A few years ago, I visited my junior school in Bengaluru shortly before it closed down. Seeing the little men in their uniforms, I felt a stab in my chest when I saw how young they were, how tiny they were. I thought back to the teacher who, in the euphemism of the time, “used the ruler”: physical assault with an object.

When she’d enter class, our eyes would go straight to the shiny wooden foot-long ruler she always carried. It wouldn’t be long before she found an excuse to start beating her students on their palms, knuckles or shins.

For more serious crimes, she would turn the ruler on its edge, the cracking sound as it hit the knuckles of a seven-year-old boy clearly audible across the room.

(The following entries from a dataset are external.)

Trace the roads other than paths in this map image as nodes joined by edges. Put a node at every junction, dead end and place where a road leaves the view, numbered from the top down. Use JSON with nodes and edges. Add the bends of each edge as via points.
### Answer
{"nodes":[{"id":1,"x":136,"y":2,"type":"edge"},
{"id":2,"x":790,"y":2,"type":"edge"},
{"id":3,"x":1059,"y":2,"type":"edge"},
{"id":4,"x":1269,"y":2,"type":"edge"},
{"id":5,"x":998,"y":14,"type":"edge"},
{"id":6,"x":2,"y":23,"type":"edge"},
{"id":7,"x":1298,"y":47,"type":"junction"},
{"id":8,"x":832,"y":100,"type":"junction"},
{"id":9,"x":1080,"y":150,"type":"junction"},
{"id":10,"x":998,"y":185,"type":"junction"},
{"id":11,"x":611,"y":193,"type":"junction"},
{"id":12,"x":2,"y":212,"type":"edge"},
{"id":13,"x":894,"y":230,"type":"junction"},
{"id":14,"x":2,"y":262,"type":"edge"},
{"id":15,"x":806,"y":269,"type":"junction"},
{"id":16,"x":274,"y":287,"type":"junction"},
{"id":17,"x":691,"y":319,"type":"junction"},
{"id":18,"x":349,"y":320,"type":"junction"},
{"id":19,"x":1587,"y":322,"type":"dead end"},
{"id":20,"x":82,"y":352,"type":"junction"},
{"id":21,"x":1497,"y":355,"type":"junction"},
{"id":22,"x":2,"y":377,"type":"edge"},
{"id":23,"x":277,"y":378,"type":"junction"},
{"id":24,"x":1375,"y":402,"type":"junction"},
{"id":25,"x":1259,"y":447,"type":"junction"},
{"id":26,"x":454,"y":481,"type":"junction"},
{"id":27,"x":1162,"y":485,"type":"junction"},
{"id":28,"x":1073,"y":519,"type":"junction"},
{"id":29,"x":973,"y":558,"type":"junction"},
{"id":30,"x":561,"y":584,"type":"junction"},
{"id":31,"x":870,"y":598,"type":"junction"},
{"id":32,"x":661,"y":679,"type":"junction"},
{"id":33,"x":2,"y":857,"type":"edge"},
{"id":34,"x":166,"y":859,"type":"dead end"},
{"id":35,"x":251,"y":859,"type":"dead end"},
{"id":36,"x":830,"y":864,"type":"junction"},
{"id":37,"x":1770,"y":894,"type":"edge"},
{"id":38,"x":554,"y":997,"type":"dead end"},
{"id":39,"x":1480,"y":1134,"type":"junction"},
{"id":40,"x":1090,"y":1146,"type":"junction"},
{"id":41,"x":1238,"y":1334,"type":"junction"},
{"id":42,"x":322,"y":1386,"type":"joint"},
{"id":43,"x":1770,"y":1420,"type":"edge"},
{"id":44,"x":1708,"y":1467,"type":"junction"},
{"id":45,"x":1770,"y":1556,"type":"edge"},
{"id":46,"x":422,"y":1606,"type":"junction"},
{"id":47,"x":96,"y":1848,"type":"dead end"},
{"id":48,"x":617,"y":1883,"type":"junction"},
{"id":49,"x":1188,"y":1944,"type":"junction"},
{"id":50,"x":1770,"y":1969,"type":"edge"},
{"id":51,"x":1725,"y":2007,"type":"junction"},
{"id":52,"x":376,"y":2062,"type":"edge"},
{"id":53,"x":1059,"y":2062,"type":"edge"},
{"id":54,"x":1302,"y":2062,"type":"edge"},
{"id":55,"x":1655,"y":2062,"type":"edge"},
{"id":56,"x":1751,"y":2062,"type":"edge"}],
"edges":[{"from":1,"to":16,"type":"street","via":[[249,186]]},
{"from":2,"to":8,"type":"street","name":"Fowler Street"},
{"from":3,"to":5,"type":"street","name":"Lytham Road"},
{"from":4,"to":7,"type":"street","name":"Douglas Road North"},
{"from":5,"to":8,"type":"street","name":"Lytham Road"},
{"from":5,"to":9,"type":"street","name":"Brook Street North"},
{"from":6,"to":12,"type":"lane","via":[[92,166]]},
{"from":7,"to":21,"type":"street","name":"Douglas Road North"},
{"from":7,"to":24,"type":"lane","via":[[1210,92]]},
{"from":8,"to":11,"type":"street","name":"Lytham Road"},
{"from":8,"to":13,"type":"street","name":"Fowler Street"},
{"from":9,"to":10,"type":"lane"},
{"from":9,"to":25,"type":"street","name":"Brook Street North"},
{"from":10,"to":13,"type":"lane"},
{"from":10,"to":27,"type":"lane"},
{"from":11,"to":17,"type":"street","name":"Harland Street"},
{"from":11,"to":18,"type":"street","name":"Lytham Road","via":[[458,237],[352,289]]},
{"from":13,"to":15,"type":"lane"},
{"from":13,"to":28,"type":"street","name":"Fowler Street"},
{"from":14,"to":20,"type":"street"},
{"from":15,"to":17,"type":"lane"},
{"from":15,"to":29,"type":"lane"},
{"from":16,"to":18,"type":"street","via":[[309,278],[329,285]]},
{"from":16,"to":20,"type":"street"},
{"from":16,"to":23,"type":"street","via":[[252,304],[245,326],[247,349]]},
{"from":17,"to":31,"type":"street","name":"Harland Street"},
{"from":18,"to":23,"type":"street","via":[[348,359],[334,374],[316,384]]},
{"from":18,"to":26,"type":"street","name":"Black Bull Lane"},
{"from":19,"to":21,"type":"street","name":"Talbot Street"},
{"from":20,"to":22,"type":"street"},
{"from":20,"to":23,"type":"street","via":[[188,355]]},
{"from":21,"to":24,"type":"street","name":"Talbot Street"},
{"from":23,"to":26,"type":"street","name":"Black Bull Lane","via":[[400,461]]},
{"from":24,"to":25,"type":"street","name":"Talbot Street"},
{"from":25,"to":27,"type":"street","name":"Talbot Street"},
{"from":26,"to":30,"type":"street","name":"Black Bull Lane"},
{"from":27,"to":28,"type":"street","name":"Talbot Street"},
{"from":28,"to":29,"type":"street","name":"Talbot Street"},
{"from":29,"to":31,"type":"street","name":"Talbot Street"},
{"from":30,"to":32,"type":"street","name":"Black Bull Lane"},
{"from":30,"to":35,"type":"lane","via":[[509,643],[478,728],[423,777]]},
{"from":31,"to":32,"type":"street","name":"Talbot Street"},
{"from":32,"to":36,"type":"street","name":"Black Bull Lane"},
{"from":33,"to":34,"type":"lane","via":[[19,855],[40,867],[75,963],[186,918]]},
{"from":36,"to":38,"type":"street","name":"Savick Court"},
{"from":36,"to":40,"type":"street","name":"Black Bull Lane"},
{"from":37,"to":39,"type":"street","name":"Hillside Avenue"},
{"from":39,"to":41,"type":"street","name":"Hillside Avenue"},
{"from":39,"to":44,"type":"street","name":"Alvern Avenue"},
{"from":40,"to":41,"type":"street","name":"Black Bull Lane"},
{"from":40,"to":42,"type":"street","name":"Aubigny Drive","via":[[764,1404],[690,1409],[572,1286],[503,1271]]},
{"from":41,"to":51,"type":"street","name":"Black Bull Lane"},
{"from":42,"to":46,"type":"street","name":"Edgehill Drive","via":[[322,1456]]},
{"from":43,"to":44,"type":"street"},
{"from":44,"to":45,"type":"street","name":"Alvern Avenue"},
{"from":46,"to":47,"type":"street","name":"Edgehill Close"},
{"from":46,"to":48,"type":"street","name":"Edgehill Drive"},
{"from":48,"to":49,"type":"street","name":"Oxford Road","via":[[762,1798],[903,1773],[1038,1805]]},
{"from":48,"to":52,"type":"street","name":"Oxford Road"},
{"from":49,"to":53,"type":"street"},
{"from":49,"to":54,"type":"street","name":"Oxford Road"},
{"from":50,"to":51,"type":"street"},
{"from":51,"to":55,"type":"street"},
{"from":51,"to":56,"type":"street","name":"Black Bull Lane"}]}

Her classes were studies in terror, as she’d walk up and down the rows looking for a reason, any reason, to beat us.

Revisiting this memory more recently, I thought about what a scarred, even deranged person she must have been to beat such small children so savagely. The principal of the school was a kindly and beloved nun, but here’s a question I’ve never heard anyone ask: why did she allow these beatings in her school?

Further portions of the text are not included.